Stored data entries
=== Begin Enclosure ===

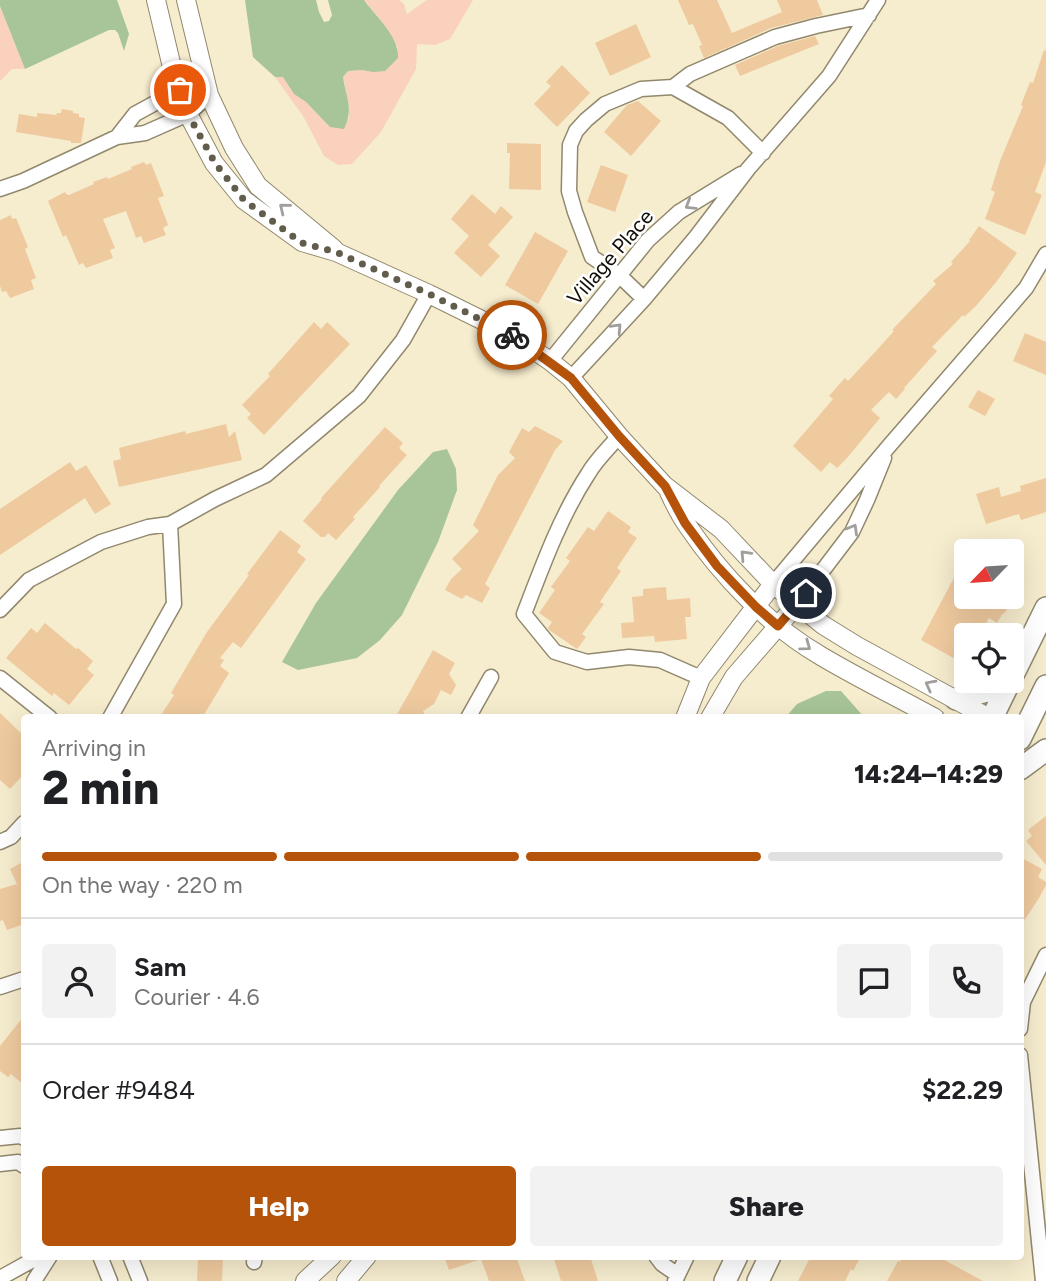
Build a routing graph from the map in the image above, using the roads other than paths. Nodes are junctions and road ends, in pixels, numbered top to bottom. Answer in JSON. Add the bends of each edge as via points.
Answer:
{"nodes":[{"id":1,"x":156,"y":0,"type":"edge"},
{"id":2,"x":186,"y":0,"type":"edge"},
{"id":3,"x":878,"y":0,"type":"edge"},
{"id":4,"x":869,"y":15,"type":"junction"},
{"id":5,"x":673,"y":87,"type":"junction"},
{"id":6,"x":180,"y":90,"type":"junction"},
{"id":7,"x":209,"y":95,"type":"junction"},
{"id":8,"x":188,"y":114,"type":"junction"},
{"id":9,"x":117,"y":137,"type":"junction"},
{"id":10,"x":763,"y":153,"type":"junction"},
{"id":11,"x":748,"y":169,"type":"junction"},
{"id":12,"x":0,"y":189,"type":"edge"},
{"id":13,"x":336,"y":252,"type":"junction"},
{"id":14,"x":1046,"y":254,"type":"edge"},
{"id":15,"x":619,"y":275,"type":"junction"},
{"id":16,"x":429,"y":294,"type":"junction"},
{"id":17,"x":644,"y":299,"type":"junction"},
{"id":18,"x":550,"y":361,"type":"junction"},
{"id":19,"x":571,"y":378,"type":"junction"},
{"id":20,"x":619,"y":436,"type":"junction"},
{"id":21,"x":888,"y":446,"type":"junction"},
{"id":22,"x":665,"y":486,"type":"junction"},
{"id":23,"x":170,"y":524,"type":"junction"},
{"id":24,"x":773,"y":584,"type":"junction"},
{"id":25,"x":798,"y":603,"type":"junction"},
{"id":26,"x":756,"y":607,"type":"junction"},
{"id":27,"x":1046,"y":608,"type":"edge"},
{"id":28,"x":0,"y":610,"type":"edge"},
{"id":29,"x":778,"y":626,"type":"junction"},
{"id":30,"x":1024,"y":651,"type":"edge"},
{"id":31,"x":491,"y":677,"type":"dead end"},
{"id":32,"x":0,"y":678,"type":"edge"},
{"id":33,"x":701,"y":678,"type":"junction"},
{"id":34,"x":1046,"y":686,"type":"edge"},
{"id":35,"x":979,"y":693,"type":"edge"},
{"id":36,"x":1003,"y":693,"type":"edge"},
{"id":37,"x":956,"y":699,"type":"junction"},
{"id":38,"x":45,"y":714,"type":"edge"},
{"id":39,"x":112,"y":714,"type":"edge"},
{"id":40,"x":470,"y":714,"type":"edge"},
{"id":41,"x":687,"y":714,"type":"edge"},
{"id":42,"x":712,"y":714,"type":"edge"},
{"id":43,"x":928,"y":714,"type":"edge"},
{"id":44,"x":984,"y":714,"type":"edge"},
{"id":45,"x":993,"y":714,"type":"edge"},
{"id":46,"x":1024,"y":733,"type":"edge"},
{"id":47,"x":1024,"y":741,"type":"edge"},
{"id":48,"x":1046,"y":743,"type":"edge"},
{"id":49,"x":1046,"y":750,"type":"edge"},
{"id":50,"x":1024,"y":766,"type":"edge"},
{"id":51,"x":21,"y":826,"type":"edge"},
{"id":52,"x":0,"y":842,"type":"edge"},
{"id":53,"x":1046,"y":955,"type":"edge"},
{"id":54,"x":21,"y":980,"type":"edge"},
{"id":55,"x":0,"y":987,"type":"edge"},
{"id":56,"x":1024,"y":1000,"type":"edge"},
{"id":57,"x":1024,"y":1109,"type":"edge"},
{"id":58,"x":21,"y":1136,"type":"edge"},
{"id":59,"x":0,"y":1138,"type":"edge"},
{"id":60,"x":0,"y":1164,"type":"edge"},
{"id":61,"x":21,"y":1164,"type":"edge"},
{"id":62,"x":1041,"y":1229,"type":"edge"},
{"id":63,"x":33,"y":1260,"type":"edge"},
{"id":64,"x":47,"y":1260,"type":"edge"},
{"id":65,"x":102,"y":1260,"type":"edge"},
{"id":66,"x":132,"y":1260,"type":"edge"},
{"id":67,"x":328,"y":1260,"type":"edge"},
{"id":68,"x":364,"y":1260,"type":"edge"},
{"id":69,"x":659,"y":1260,"type":"edge"},
{"id":70,"x":685,"y":1260,"type":"edge"},
{"id":71,"x":735,"y":1260,"type":"edge"},
{"id":72,"x":768,"y":1260,"type":"edge"},
{"id":73,"x":677,"y":1278,"type":"edge"},
{"id":74,"x":0,"y":1280,"type":"edge"},
{"id":75,"x":34,"y":1281,"type":"edge"},
{"id":76,"x":110,"y":1281,"type":"edge"},
{"id":77,"x":140,"y":1281,"type":"edge"},
{"id":78,"x":304,"y":1281,"type":"edge"},
{"id":79,"x":346,"y":1281,"type":"edge"},
{"id":80,"x":725,"y":1281,"type":"edge"},
{"id":81,"x":758,"y":1281,"type":"edge"},
{"id":82,"x":1043,"y":1281,"type":"edge"}],
"edges":[{"from":1,"to":6,"type":"street"},
{"from":2,"to":7,"type":"street"},
{"from":3,"to":4,"type":"street","name":"Village Place"},
{"from":4,"to":5,"type":"street","via":[[775,37],[690,74]]},
{"from":4,"to":10,"type":"street","name":"Village Place","via":[[829,76]]},
{"from":5,"to":10,"type":"street","via":[[728,118]]},
{"from":5,"to":15,"type":"street","via":[[641,89],[605,104],[576,131],[570,145],[569,191],[575,212],[592,257]]},
{"from":6,"to":7,"type":"street"},
{"from":6,"to":8,"type":"street"},
{"from":6,"to":9,"type":"street","via":[[135,114]]},
{"from":7,"to":8,"type":"street"},
{"from":13,"to":7,"type":"street","one_way":true,"via":[[258,186]]},
{"from":8,"to":9,"type":"street","via":[[145,132]]},
{"from":8,"to":13,"type":"street","via":[[215,163],[244,200],[302,243]]},
{"from":9,"to":12,"type":"street"},
{"from":10,"to":11,"type":"street","name":"Village Place"},
{"from":11,"to":15,"type":"street","name":"Village Place","one_way":true,"via":[[679,212]]},
{"from":11,"to":17,"type":"street","name":"Village Place"},
{"from":13,"to":16,"type":"street"},
{"from":14,"to":21,"type":"street","via":[[1026,288]]},
{"from":15,"to":17,"type":"street"},
{"from":15,"to":18,"type":"street","name":"Village Place"},
{"from":16,"to":18,"type":"street","via":[[510,334]]},
{"from":16,"to":23,"type":"street","via":[[403,340],[359,396],[266,475]]},
{"from":19,"to":17,"type":"street","name":"Village Place","one_way":true},
{"from":18,"to":19,"type":"street"},
{"from":19,"to":20,"type":"street"},
{"from":20,"to":22,"type":"street"},
{"from":20,"to":33,"type":"street","via":[[589,472],[572,502],[524,614],[555,652],[587,662],[629,657],[660,660]]},
{"from":21,"to":24,"type":"street"},
{"from":25,"to":21,"type":"street","one_way":true,"via":[[852,532]]},
{"from":24,"to":22,"type":"street","one_way":true,"via":[[721,529]]},
{"from":22,"to":26,"type":"street","via":[[701,545]]},
{"from":23,"to":28,"type":"street","via":[[101,542],[29,580]]},
{"from":23,"to":39,"type":"street","via":[[174,604]]},
{"from":24,"to":25,"type":"street"},
{"from":24,"to":26,"type":"street"},
{"from":25,"to":29,"type":"street"},
{"from":37,"to":25,"type":"street","one_way":true,"via":[[857,646]]},
{"from":26,"to":29,"type":"street"},
{"from":26,"to":33,"type":"street"},
{"from":27,"to":30,"type":"main road"},
{"from":29,"to":42,"type":"street","via":[[734,677]]},
{"from":29,"to":43,"type":"street","one_way":true,"via":[[818,655]]},
{"from":31,"to":40,"type":"street"},
{"from":32,"to":38,"type":"street"},
{"from":33,"to":41,"type":"street"},
{"from":34,"to":46,"type":"main road"},
{"from":35,"to":37,"type":"main road"},
{"from":36,"to":45,"type":"main road"},
{"from":37,"to":44,"type":"street"},
{"from":47,"to":48,"type":"street"},
{"from":49,"to":50,"type":"main road"},
{"from":51,"to":52,"type":"street"},
{"from":53,"to":56,"type":"street"},
{"from":54,"to":55,"type":"street"},
{"from":57,"to":62,"type":"street"},
{"from":58,"to":59,"type":"street"},
{"from":60,"to":61,"type":"street"},
{"from":62,"to":82,"type":"street"},
{"from":63,"to":74,"type":"street"},
{"from":64,"to":75,"type":"street"},
{"from":65,"to":76,"type":"street"},
{"from":66,"to":77,"type":"street"},
{"from":67,"to":78,"type":"street"},
{"from":68,"to":79,"type":"street"},
{"from":69,"to":73,"type":"street"},
{"from":70,"to":73,"type":"street"},
{"from":71,"to":80,"type":"main road"},
{"from":72,"to":81,"type":"main road"}]}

=== End Enclosure ===

(WHAT TO DO) Tell how many lines of the data include the word "main", and nothing else.

(TASK RESULT) 7